- EXERCISE DATA -
-------------------------

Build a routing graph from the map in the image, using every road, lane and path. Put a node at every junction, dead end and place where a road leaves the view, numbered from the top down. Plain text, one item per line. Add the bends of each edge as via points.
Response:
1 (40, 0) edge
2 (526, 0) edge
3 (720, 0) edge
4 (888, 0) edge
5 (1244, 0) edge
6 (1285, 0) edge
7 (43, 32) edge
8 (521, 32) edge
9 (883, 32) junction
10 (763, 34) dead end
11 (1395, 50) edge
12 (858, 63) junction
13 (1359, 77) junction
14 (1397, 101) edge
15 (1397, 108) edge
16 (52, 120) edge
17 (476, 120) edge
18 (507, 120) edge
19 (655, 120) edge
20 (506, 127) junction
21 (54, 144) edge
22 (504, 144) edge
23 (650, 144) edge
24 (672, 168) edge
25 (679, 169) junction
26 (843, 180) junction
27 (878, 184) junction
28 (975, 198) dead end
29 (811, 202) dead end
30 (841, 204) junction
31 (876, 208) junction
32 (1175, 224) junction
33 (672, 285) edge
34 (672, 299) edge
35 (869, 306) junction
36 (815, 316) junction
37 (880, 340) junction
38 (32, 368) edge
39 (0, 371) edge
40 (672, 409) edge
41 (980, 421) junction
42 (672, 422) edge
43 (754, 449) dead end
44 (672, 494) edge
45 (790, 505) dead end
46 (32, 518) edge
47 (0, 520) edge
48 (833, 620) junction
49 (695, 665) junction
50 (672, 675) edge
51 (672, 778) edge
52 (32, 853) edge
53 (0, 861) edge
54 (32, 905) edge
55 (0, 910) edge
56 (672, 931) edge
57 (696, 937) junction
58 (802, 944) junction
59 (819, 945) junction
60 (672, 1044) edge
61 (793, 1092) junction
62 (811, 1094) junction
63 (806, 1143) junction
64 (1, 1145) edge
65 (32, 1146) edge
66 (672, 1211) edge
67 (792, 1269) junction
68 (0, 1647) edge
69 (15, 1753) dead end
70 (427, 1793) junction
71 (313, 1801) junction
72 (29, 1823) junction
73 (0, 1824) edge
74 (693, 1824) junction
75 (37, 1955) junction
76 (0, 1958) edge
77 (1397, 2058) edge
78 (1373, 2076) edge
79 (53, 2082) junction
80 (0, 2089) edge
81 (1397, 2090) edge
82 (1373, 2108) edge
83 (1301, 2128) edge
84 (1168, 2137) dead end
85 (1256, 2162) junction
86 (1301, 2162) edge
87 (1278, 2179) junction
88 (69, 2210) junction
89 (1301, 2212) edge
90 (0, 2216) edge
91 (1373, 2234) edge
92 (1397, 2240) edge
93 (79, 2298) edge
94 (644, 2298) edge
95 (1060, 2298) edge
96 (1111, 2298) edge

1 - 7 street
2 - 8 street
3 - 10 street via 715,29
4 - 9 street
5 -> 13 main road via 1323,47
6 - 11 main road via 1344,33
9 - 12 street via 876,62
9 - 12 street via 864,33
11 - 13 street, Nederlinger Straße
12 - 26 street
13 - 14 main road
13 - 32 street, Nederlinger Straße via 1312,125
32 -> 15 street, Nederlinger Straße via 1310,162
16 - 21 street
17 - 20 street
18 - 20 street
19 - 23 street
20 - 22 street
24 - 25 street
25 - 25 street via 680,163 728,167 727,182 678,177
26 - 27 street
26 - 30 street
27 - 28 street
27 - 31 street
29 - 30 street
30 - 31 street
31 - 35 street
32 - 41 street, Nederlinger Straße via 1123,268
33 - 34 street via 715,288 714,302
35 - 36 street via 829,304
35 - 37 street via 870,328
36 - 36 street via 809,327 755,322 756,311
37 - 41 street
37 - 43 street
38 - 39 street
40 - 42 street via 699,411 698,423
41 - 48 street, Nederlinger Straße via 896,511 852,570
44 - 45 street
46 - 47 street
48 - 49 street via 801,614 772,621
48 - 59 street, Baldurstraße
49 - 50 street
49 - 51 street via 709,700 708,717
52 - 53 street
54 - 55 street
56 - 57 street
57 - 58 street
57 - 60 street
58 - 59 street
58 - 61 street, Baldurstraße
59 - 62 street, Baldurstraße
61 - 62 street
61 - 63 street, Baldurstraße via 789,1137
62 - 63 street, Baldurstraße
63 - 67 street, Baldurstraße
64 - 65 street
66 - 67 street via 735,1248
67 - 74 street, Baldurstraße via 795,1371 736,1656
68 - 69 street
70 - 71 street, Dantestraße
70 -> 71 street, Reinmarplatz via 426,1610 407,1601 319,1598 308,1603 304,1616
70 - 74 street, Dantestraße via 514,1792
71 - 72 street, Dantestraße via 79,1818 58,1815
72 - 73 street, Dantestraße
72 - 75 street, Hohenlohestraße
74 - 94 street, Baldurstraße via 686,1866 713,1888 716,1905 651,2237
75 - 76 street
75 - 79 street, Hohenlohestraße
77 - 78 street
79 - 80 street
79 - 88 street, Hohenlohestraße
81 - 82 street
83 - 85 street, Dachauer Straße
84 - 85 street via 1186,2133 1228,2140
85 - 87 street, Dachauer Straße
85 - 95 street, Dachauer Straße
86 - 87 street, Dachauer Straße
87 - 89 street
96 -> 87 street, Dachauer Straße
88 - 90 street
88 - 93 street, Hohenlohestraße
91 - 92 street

-------------------------

Among the records, find every line with the word "Dantestraße" and copy it.

70 - 71 street, Dantestraße
70 - 74 street, Dantestraße via 514,1792
71 - 72 street, Dantestraße via 79,1818 58,1815
72 - 73 street, Dantestraße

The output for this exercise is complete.